> Input:
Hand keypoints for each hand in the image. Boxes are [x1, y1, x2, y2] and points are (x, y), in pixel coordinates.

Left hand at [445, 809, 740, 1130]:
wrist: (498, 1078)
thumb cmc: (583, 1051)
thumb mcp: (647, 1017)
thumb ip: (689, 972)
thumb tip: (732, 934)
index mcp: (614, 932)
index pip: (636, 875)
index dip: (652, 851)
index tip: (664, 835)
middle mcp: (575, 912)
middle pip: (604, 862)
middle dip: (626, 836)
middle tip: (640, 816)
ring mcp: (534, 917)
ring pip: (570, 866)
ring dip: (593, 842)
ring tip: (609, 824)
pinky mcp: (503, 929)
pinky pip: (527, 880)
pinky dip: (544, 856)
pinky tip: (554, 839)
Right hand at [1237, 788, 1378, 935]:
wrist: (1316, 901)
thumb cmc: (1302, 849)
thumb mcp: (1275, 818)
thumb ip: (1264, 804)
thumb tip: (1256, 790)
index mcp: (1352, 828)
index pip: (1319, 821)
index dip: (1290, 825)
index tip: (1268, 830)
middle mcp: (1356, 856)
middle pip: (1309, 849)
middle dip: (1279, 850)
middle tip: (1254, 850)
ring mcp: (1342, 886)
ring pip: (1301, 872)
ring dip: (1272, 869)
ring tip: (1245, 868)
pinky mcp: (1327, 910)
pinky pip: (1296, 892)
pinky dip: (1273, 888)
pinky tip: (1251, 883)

> Work item: Exactly the lines between the one containing "ring mcp: (1342, 886)" and the end of the material, both ends included, must be retyped, with nothing added.

> Result:
ring mcp: (1342, 886)
ring pip: (1301, 872)
ring dip: (1272, 869)
ring tip: (1245, 868)
pinky mcp: (1327, 910)
pinky pip: (1296, 892)
pinky dip: (1273, 888)
pinky tip: (1251, 883)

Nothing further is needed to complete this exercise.